● Task directions:
Every line that contains "graph" must be located and copied from the data.

● Extracted records:
--------------------------------------------------
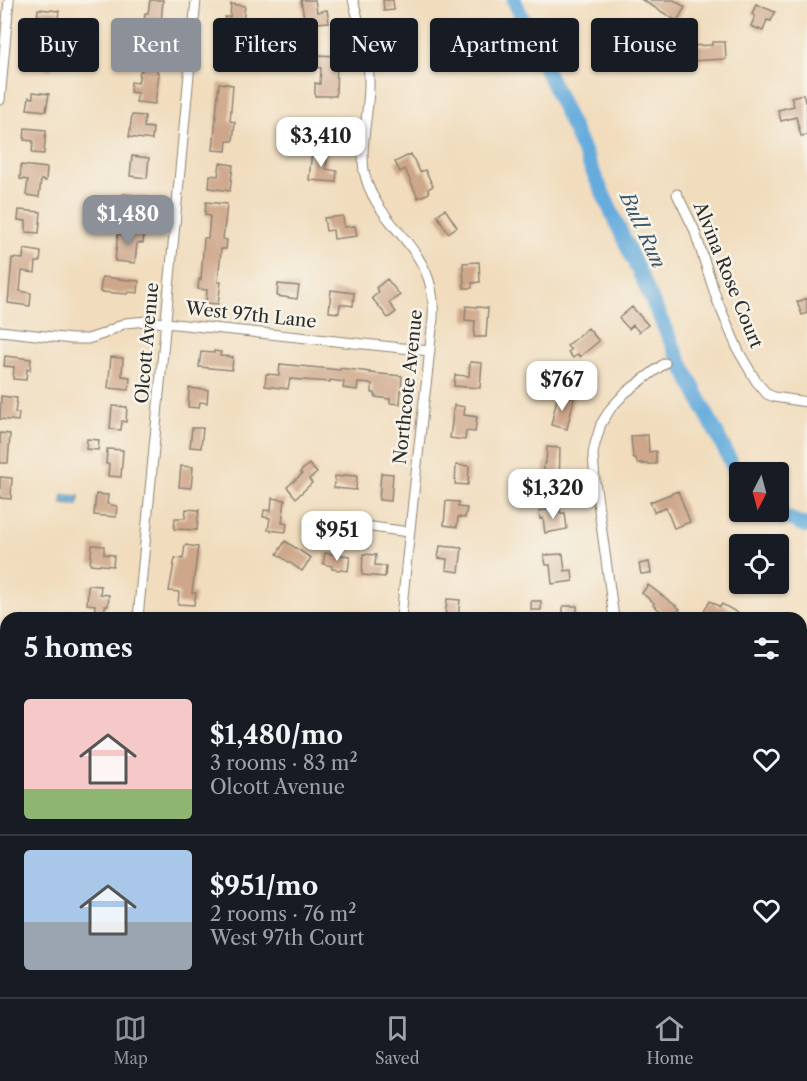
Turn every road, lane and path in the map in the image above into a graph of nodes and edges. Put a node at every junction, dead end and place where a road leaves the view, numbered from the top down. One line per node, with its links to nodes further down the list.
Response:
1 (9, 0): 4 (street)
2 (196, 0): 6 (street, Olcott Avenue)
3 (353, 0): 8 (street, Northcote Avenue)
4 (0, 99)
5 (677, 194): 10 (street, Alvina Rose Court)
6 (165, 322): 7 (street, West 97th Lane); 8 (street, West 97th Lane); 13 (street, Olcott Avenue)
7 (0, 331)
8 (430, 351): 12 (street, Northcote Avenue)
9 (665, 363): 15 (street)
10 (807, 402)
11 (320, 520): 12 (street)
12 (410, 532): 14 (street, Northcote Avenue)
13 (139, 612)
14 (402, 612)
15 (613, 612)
--------------------------------------------------
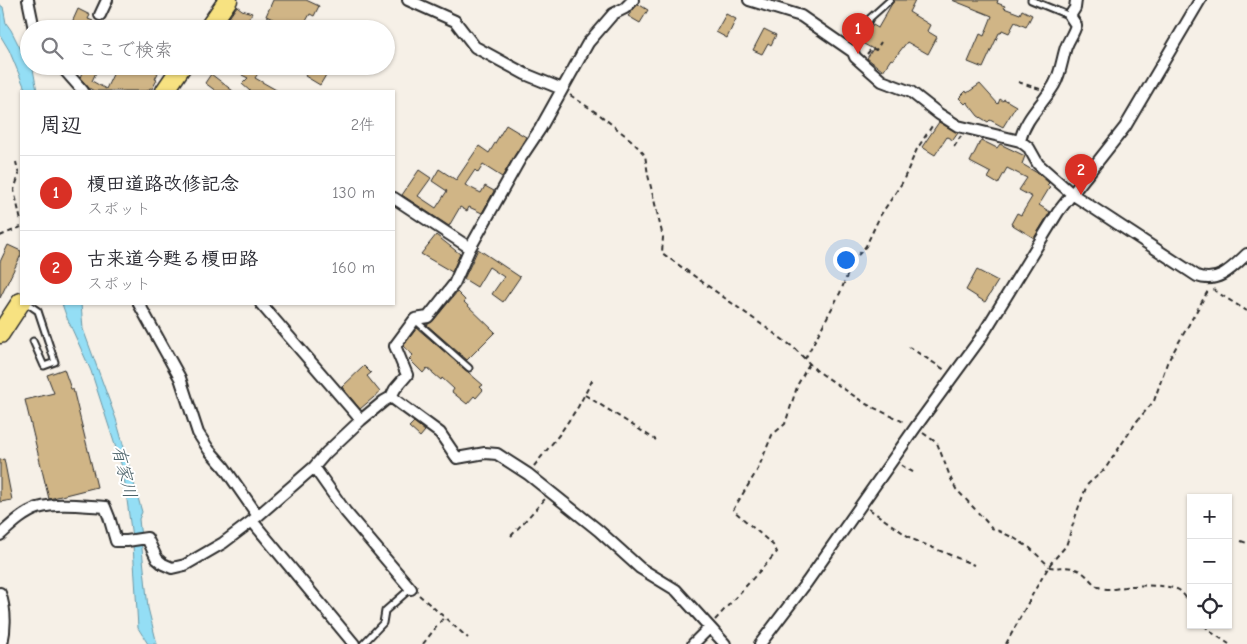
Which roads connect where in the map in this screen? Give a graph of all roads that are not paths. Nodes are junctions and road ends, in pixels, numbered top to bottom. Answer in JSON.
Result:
--------------------------------------------------
● Result of this exercise:
Turn every road, lane and path in the map in the image above into a graph of nodes and edges. Put a node at every junction, dead end and place where a road leaves the view, numbered from the top down. One line per node, with its links to nodes further down the list.
Which roads connect where in the map in this screen? Give a graph of all roads that are not paths. Nodes are junctions and road ends, in pixels, numbered top to bottom. Answer in JSON.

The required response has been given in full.